Recorded data ->
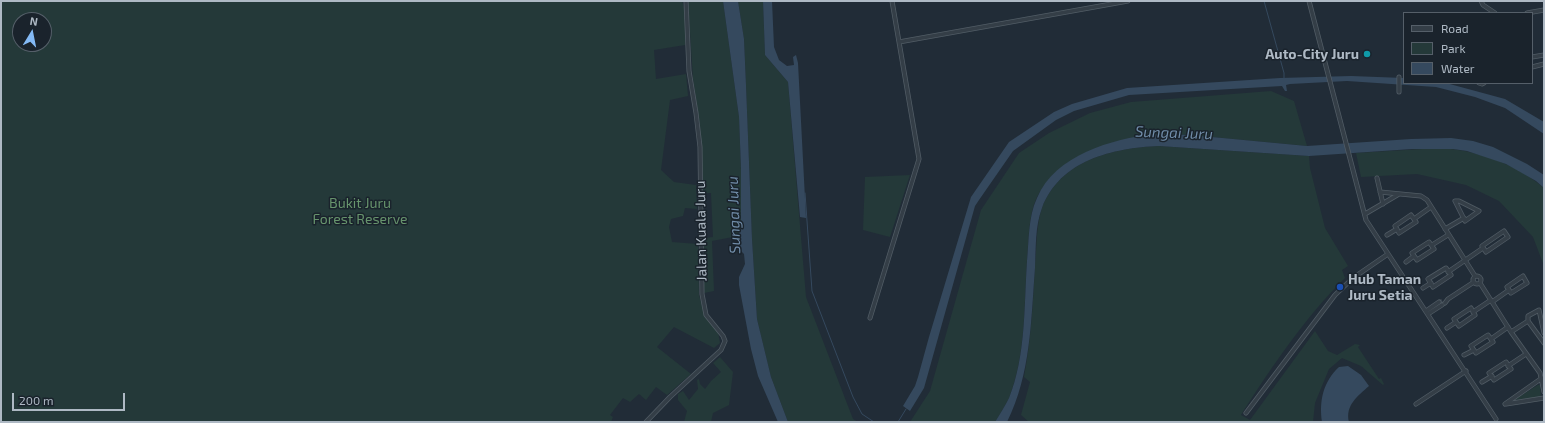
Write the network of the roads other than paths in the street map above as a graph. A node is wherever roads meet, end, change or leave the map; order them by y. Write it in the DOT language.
graph roads {
  1 [pos="686,1"];
  2 [pos="892,1"];
  3 [pos="1128,1"];
  4 [pos="1309,1"];
  5 [pos="1481,1"];
  6 [pos="1544,10"];
  7 [pos="1494,12"];
  8 [pos="1533,12"];
  9 [pos="899,42"];
  10 [pos="1544,55"];
  11 [pos="1533,57"];
  12 [pos="1544,64"];
  13 [pos="1533,67"];
  14 [pos="1399,78"];
  15 [pos="1399,92"];
  16 [pos="1377,178"];
  17 [pos="1380,192"];
  18 [pos="1399,194"];
  19 [pos="1383,204"];
  20 [pos="1431,207"];
  21 [pos="1365,214"];
  22 [pos="1464,218"];
  23 [pos="1414,219"];
  24 [pos="1397,230"];
  25 [pos="1445,230"];
  26 [pos="1387,235"];
  27 [pos="1448,235"];
  28 [pos="1432,246"];
  29 [pos="1483,248"];
  30 [pos="1388,254"];
  31 [pos="1414,256"];
  32 [pos="1465,260"];
  33 [pos="1406,262"];
  34 [pos="1448,272"];
  35 [pos="1475,276"];
  36 [pos="1474,282"];
  37 [pos="1431,283"];
  38 [pos="1480,283"];
  39 [pos="1423,288"];
  40 [pos="1509,290"];
  41 [pos="1492,301"];
  42 [pos="1473,312"];
  43 [pos="1427,313"];
  44 [pos="870,318"];
  45 [pos="1528,321"];
  46 [pos="1456,322"];
  47 [pos="1508,327"];
  48 [pos="1447,328"];
  49 [pos="1511,332"];
  50 [pos="1544,333"];
  51 [pos="1491,339"];
  52 [pos="1544,343"];
  53 [pos="1474,350"];
  54 [pos="1526,354"];
  55 [pos="1464,355"];
  56 [pos="1508,366"];
  57 [pos="1466,372"];
  58 [pos="1492,376"];
  59 [pos="1542,378"];
  60 [pos="1482,382"];
  61 [pos="1544,392"];
  62 [pos="1544,398"];
  63 [pos="1416,404"];
  64 [pos="1246,413"];
  65 [pos="1496,419"];
  66 [pos="646,422"];
  1 -- 66 [label="street, Jalan Kuala Juru"];
  2 -- 9 [label="street"];
  3 -- 9 [label="street"];
  4 -- 21 [label="street"];
  5 -- 7 [label="street"];
  6 -- 8 [label="street"];
  9 -- 44 [label="street"];
  10 -- 11 [label="street"];
  12 -- 13 [label="street"];
  14 -- 15 [label="street"];
  16 -- 17 [label="street"];
  17 -- 18 [label="street"];
  17 -- 19 [label="street"];
  18 -- 19 [label="street"];
  18 -- 20 [label="street"];
  19 -- 21 [label="street"];
  20 -- 23 [label="street"];
  20 -- 25 [label="street"];
  21 -- 30 [label="street"];
  22 -- 22 [label="street"];
  22 -- 25 [label="street"];
  23 -- 24 [label="street"];
  23 -- 24 [label="street"];
  24 -- 26 [label="street"];
  25 -- 27 [label="street"];
  27 -- 28 [label="street"];
  27 -- 32 [label="street"];
  28 -- 31 [label="street"];
  28 -- 31 [label="street"];
  29 -- 29 [label="street"];
  29 -- 32 [label="street"];
  30 -- 43 [label="street"];
  30 -- 64 [label="street"];
  31 -- 33 [label="street"];
  32 -- 34 [label="street"];
  32 -- 35 [label="street"];
  34 -- 37 [label="street"];
  34 -- 37 [label="street"];
  35 -- 36 [label="street"];
  35 -- 38 [label="street"];
  36 -- 38 [label="street"];
  36 -- 43 [label="street"];
  37 -- 39 [label="street"];
  38 -- 41 [label="street"];
  40 -- 40 [label="street"];
  40 -- 41 [label="street"];
  41 -- 42 [label="street"];
  41 -- 47 [label="street"];
  42 -- 46 [label="street"];
  42 -- 46 [label="street"];
  43 -- 57 [label="street"];
  45 -- 49 [label="street"];
  45 -- 50 [label="street"];
  45 -- 52 [label="street"];
  46 -- 48 [label="street"];
  47 -- 49 [label="street"];
  47 -- 51 [label="street"];
  49 -- 54 [label="street"];
  51 -- 53 [label="street"];
  51 -- 53 [label="street"];
  53 -- 55 [label="street"];
  54 -- 56 [label="street"];
  54 -- 59 [label="street"];
  56 -- 58 [label="street"];
  56 -- 58 [label="street"];
  57 -- 63 [label="street"];
  57 -- 65 [label="street"];
  58 -- 60 [label="street"];
  59 -- 61 [label="street"];
  59 -- 62 [label="street"];
}
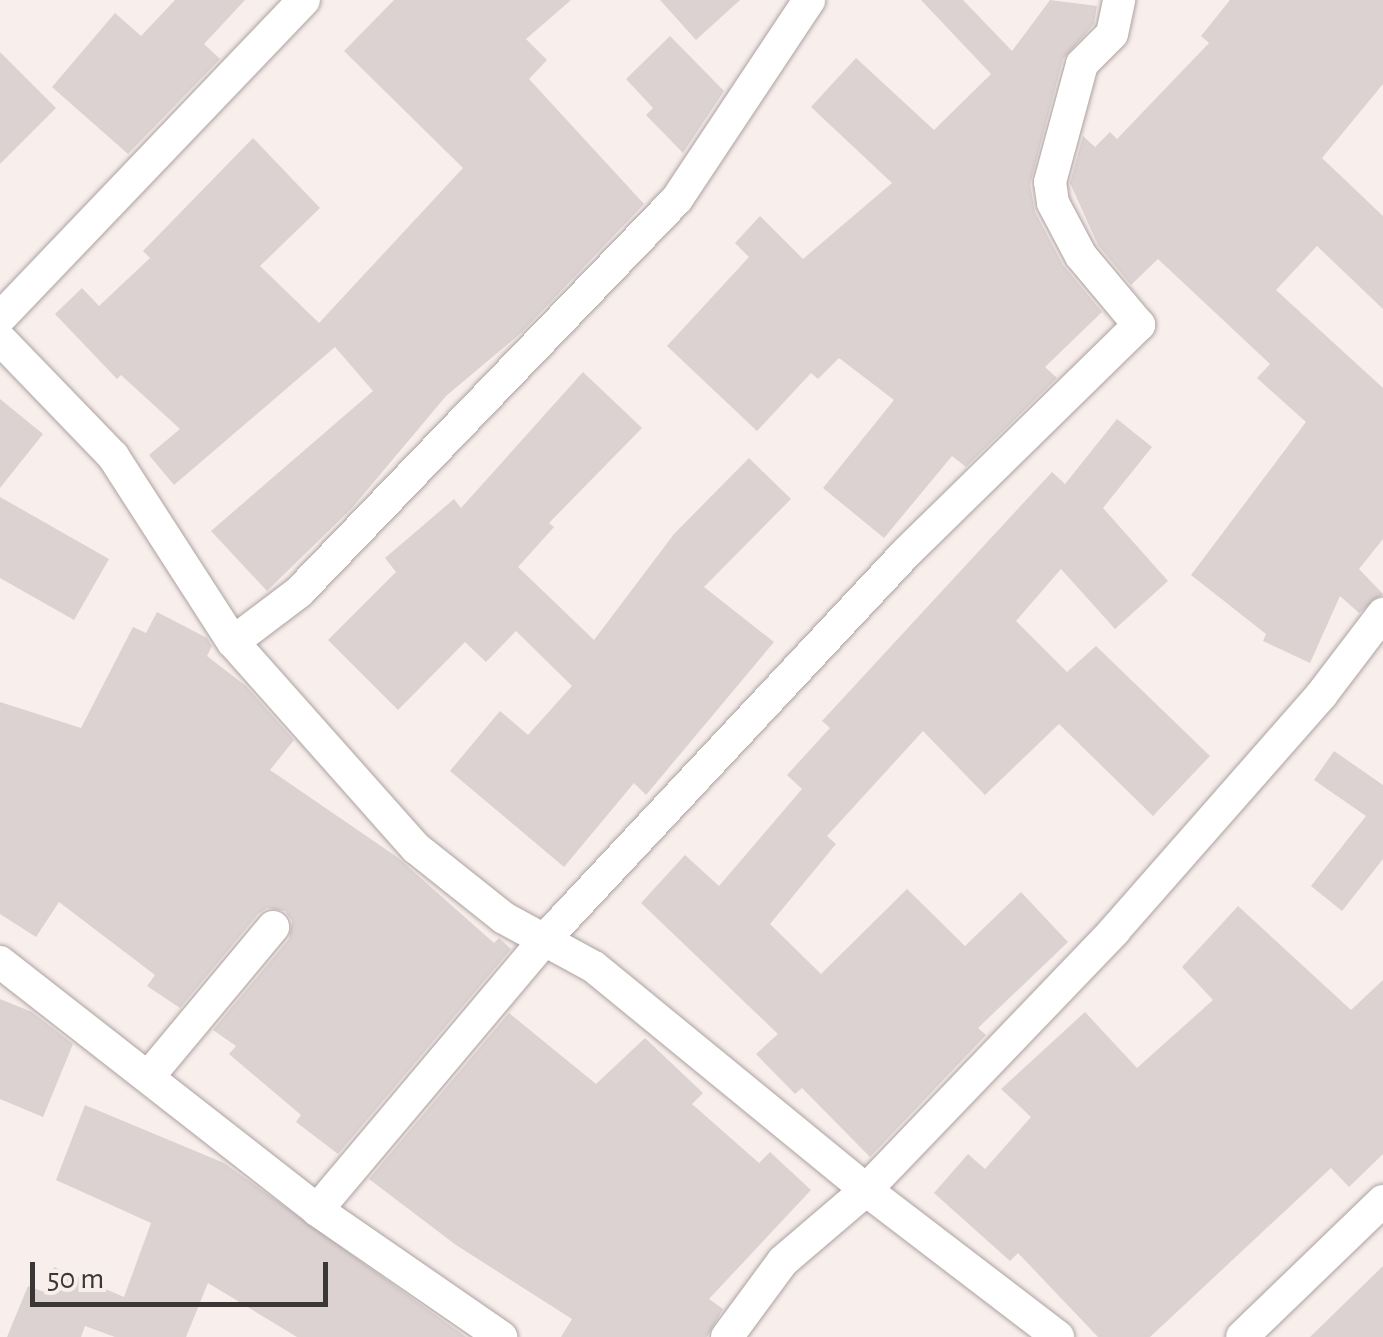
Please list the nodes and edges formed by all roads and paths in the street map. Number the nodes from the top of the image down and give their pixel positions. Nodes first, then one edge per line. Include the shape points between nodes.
1 (304, 0) edge
2 (809, 0) edge
3 (1119, 0) edge
4 (0, 318) edge
5 (0, 338) edge
6 (1383, 614) edge
7 (233, 642) junction
8 (273, 927) dead end
9 (544, 940) junction
10 (0, 962) edge
11 (149, 1076) junction
12 (866, 1190) junction
13 (1383, 1201) edge
14 (317, 1210) junction
15 (501, 1337) edge
16 (726, 1337) edge
17 (1058, 1337) edge
18 (1242, 1337) edge

1 - 4 street
2 - 7 street via 676,199 299,592
3 - 9 street via 1112,34 1082,64 1050,182 1053,203 1080,256 1139,324 907,552
5 - 7 street via 113,456
6 - 12 street via 1322,694 1114,931
7 - 9 street via 416,848 504,918
8 - 11 street
9 - 12 street via 594,967
9 - 14 street
10 - 11 street
11 - 14 street
12 - 16 street via 783,1261
12 - 17 street
13 - 18 street
14 - 15 street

What the task requires -> Line for line, restate the data above and omit every picture.

Result of this task ->
Write the network of the roads other than paths in the street map above as a graph. A node is wherever roads meet, end, change or leave the map; order them by y. Write it in the DOT language.
graph roads {
  1 [pos="686,1"];
  2 [pos="892,1"];
  3 [pos="1128,1"];
  4 [pos="1309,1"];
  5 [pos="1481,1"];
  6 [pos="1544,10"];
  7 [pos="1494,12"];
  8 [pos="1533,12"];
  9 [pos="899,42"];
  10 [pos="1544,55"];
  11 [pos="1533,57"];
  12 [pos="1544,64"];
  13 [pos="1533,67"];
  14 [pos="1399,78"];
  15 [pos="1399,92"];
  16 [pos="1377,178"];
  17 [pos="1380,192"];
  18 [pos="1399,194"];
  19 [pos="1383,204"];
  20 [pos="1431,207"];
  21 [pos="1365,214"];
  22 [pos="1464,218"];
  23 [pos="1414,219"];
  24 [pos="1397,230"];
  25 [pos="1445,230"];
  26 [pos="1387,235"];
  27 [pos="1448,235"];
  28 [pos="1432,246"];
  29 [pos="1483,248"];
  30 [pos="1388,254"];
  31 [pos="1414,256"];
  32 [pos="1465,260"];
  33 [pos="1406,262"];
  34 [pos="1448,272"];
  35 [pos="1475,276"];
  36 [pos="1474,282"];
  37 [pos="1431,283"];
  38 [pos="1480,283"];
  39 [pos="1423,288"];
  40 [pos="1509,290"];
  41 [pos="1492,301"];
  42 [pos="1473,312"];
  43 [pos="1427,313"];
  44 [pos="870,318"];
  45 [pos="1528,321"];
  46 [pos="1456,322"];
  47 [pos="1508,327"];
  48 [pos="1447,328"];
  49 [pos="1511,332"];
  50 [pos="1544,333"];
  51 [pos="1491,339"];
  52 [pos="1544,343"];
  53 [pos="1474,350"];
  54 [pos="1526,354"];
  55 [pos="1464,355"];
  56 [pos="1508,366"];
  57 [pos="1466,372"];
  58 [pos="1492,376"];
  59 [pos="1542,378"];
  60 [pos="1482,382"];
  61 [pos="1544,392"];
  62 [pos="1544,398"];
  63 [pos="1416,404"];
  64 [pos="1246,413"];
  65 [pos="1496,419"];
  66 [pos="646,422"];
  1 -- 66 [label="street, Jalan Kuala Juru"];
  2 -- 9 [label="street"];
  3 -- 9 [label="street"];
  4 -- 21 [label="street"];
  5 -- 7 [label="street"];
  6 -- 8 [label="street"];
  9 -- 44 [label="street"];
  10 -- 11 [label="street"];
  12 -- 13 [label="street"];
  14 -- 15 [label="street"];
  16 -- 17 [label="street"];
  17 -- 18 [label="street"];
  17 -- 19 [label="street"];
  18 -- 19 [label="street"];
  18 -- 20 [label="street"];
  19 -- 21 [label="street"];
  20 -- 23 [label="street"];
  20 -- 25 [label="street"];
  21 -- 30 [label="street"];
  22 -- 22 [label="street"];
  22 -- 25 [label="street"];
  23 -- 24 [label="street"];
  23 -- 24 [label="street"];
  24 -- 26 [label="street"];
  25 -- 27 [label="street"];
  27 -- 28 [label="street"];
  27 -- 32 [label="street"];
  28 -- 31 [label="street"];
  28 -- 31 [label="street"];
  29 -- 29 [label="street"];
  29 -- 32 [label="street"];
  30 -- 43 [label="street"];
  30 -- 64 [label="street"];
  31 -- 33 [label="street"];
  32 -- 34 [label="street"];
  32 -- 35 [label="street"];
  34 -- 37 [label="street"];
  34 -- 37 [label="street"];
  35 -- 36 [label="street"];
  35 -- 38 [label="street"];
  36 -- 38 [label="street"];
  36 -- 43 [label="street"];
  37 -- 39 [label="street"];
  38 -- 41 [label="street"];
  40 -- 40 [label="street"];
  40 -- 41 [label="street"];
  41 -- 42 [label="street"];
  41 -- 47 [label="street"];
  42 -- 46 [label="street"];
  42 -- 46 [label="street"];
  43 -- 57 [label="street"];
  45 -- 49 [label="street"];
  45 -- 50 [label="street"];
  45 -- 52 [label="street"];
  46 -- 48 [label="street"];
  47 -- 49 [label="street"];
  47 -- 51 [label="street"];
  49 -- 54 [label="street"];
  51 -- 53 [label="street"];
  51 -- 53 [label="street"];
  53 -- 55 [label="street"];
  54 -- 56 [label="street"];
  54 -- 59 [label="street"];
  56 -- 58 [label="street"];
  56 -- 58 [label="street"];
  57 -- 63 [label="street"];
  57 -- 65 [label="street"];
  58 -- 60 [label="street"];
  59 -- 61 [label="street"];
  59 -- 62 [label="street"];
}
Please list the nodes and edges formed by all roads and paths in the street map. Number the nodes from the top of the image down and give their pixel positions. Nodes first, then one edge per line. Include the shape points between nodes.
1 (304, 0) edge
2 (809, 0) edge
3 (1119, 0) edge
4 (0, 318) edge
5 (0, 338) edge
6 (1383, 614) edge
7 (233, 642) junction
8 (273, 927) dead end
9 (544, 940) junction
10 (0, 962) edge
11 (149, 1076) junction
12 (866, 1190) junction
13 (1383, 1201) edge
14 (317, 1210) junction
15 (501, 1337) edge
16 (726, 1337) edge
17 (1058, 1337) edge
18 (1242, 1337) edge

1 - 4 street
2 - 7 street via 676,199 299,592
3 - 9 street via 1112,34 1082,64 1050,182 1053,203 1080,256 1139,324 907,552
5 - 7 street via 113,456
6 - 12 street via 1322,694 1114,931
7 - 9 street via 416,848 504,918
8 - 11 street
9 - 12 street via 594,967
9 - 14 street
10 - 11 street
11 - 14 street
12 - 16 street via 783,1261
12 - 17 street
13 - 18 street
14 - 15 street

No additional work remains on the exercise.